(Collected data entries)
----

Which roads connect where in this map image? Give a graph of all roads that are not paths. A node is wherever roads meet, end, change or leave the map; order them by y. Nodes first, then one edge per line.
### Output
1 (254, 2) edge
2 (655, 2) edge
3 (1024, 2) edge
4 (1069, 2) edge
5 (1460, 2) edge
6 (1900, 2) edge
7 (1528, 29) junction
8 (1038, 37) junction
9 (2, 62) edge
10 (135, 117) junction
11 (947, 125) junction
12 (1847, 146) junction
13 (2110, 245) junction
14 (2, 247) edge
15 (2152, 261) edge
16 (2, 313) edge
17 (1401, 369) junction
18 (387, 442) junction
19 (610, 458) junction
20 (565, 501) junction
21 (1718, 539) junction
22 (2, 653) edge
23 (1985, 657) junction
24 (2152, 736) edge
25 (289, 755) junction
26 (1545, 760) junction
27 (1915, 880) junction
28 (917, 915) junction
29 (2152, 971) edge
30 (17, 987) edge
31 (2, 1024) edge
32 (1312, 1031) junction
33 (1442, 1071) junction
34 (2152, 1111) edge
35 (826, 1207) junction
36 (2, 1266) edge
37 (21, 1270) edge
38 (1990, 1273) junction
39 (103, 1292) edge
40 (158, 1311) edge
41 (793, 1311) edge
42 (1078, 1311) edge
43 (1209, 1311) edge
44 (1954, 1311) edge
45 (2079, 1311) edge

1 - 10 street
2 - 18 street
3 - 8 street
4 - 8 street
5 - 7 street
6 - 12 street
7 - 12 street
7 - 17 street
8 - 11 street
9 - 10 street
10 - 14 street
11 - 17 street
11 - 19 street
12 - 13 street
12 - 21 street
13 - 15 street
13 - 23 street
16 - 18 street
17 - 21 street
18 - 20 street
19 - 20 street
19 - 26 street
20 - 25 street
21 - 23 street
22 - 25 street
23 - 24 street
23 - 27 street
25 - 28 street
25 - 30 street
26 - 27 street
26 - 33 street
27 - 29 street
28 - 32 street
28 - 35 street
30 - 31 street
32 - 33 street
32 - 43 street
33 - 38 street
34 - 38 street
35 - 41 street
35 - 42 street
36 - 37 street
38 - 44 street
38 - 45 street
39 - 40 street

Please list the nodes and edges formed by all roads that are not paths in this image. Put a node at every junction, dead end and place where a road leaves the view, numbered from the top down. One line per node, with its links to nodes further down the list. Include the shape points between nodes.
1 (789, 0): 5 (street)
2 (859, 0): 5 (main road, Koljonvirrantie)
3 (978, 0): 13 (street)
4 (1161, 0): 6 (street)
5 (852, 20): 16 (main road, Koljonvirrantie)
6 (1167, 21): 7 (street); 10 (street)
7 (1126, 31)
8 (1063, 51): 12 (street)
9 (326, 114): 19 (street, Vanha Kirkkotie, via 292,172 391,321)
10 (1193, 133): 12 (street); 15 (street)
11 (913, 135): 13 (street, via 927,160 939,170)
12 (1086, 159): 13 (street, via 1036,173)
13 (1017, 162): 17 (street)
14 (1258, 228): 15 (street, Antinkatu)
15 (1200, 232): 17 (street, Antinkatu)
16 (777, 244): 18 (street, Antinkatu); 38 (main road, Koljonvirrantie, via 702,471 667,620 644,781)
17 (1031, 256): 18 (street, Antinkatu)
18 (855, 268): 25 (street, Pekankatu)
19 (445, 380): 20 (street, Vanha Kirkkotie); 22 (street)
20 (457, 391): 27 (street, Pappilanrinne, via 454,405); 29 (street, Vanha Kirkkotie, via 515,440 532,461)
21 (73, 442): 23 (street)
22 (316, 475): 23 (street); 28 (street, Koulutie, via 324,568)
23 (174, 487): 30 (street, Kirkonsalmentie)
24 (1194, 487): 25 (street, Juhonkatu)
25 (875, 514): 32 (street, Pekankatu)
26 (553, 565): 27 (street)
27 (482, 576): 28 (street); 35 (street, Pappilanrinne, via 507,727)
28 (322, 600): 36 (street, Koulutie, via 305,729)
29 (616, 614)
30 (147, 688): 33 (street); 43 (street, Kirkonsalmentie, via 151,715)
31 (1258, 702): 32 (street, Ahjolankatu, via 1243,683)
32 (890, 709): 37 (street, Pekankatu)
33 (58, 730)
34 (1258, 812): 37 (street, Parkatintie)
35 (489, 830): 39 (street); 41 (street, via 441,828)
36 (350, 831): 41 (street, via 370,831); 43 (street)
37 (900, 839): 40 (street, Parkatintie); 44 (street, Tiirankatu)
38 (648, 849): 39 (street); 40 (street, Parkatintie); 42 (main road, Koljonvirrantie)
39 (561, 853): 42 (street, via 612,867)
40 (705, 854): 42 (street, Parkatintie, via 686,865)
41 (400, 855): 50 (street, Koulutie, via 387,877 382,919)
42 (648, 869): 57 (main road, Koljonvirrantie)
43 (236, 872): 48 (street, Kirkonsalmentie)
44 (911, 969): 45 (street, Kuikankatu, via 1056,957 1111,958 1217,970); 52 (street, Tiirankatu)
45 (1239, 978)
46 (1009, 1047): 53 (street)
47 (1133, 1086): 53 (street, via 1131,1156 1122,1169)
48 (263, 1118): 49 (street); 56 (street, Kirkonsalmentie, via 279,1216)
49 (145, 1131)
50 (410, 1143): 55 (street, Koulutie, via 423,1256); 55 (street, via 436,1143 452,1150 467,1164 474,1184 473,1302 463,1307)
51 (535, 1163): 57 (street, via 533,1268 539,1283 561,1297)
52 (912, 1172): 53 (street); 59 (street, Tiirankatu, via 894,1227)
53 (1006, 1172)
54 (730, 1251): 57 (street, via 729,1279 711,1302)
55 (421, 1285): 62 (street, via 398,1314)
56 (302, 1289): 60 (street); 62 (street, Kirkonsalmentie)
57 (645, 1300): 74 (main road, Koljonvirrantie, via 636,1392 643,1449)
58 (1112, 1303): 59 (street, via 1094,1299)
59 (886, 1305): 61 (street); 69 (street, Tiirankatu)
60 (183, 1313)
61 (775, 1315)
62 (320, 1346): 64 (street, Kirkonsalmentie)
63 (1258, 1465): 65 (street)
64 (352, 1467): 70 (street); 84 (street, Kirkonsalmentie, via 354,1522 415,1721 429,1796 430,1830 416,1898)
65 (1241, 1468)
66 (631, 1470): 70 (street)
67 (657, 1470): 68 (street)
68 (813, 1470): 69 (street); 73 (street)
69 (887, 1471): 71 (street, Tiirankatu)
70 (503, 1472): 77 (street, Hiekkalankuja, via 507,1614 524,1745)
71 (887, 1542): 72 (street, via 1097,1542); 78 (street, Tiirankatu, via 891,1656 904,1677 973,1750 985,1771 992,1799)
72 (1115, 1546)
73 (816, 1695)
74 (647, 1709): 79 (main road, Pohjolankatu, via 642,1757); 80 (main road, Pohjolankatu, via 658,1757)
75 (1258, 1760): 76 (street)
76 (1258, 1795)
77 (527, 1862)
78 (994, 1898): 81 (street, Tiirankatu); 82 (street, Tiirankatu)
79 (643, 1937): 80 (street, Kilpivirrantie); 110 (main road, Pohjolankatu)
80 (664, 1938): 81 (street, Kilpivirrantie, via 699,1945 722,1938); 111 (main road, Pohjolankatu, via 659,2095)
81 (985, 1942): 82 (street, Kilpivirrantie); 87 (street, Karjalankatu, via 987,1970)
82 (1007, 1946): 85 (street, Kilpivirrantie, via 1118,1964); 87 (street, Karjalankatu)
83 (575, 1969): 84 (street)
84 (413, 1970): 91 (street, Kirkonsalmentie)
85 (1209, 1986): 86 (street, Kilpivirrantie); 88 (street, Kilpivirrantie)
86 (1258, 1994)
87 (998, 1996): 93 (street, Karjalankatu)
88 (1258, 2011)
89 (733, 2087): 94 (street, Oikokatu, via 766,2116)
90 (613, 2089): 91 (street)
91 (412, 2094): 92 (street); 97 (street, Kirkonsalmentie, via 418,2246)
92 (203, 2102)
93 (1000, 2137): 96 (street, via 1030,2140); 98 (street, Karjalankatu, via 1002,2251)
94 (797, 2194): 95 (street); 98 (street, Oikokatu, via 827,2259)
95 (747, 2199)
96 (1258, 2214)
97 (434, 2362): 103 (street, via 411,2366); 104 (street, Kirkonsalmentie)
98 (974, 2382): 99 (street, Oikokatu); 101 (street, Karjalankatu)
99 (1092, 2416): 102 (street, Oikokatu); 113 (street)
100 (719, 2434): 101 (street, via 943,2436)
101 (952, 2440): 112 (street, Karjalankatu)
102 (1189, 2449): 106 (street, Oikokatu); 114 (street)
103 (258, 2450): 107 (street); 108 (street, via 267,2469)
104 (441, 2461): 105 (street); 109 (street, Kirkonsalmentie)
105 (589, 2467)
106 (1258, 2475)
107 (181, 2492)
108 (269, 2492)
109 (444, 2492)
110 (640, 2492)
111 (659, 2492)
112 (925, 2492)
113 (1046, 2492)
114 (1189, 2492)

----

■ **WHAT THIS TASK INVOLVES**:
Copy down each line in the entries that has the word "Pohjolankatu".

■ **RESPONSE**:
74 (647, 1709): 79 (main road, Pohjolankatu, via 642,1757); 80 (main road, Pohjolankatu, via 658,1757)
79 (643, 1937): 80 (street, Kilpivirrantie); 110 (main road, Pohjolankatu)
80 (664, 1938): 81 (street, Kilpivirrantie, via 699,1945 722,1938); 111 (main road, Pohjolankatu, via 659,2095)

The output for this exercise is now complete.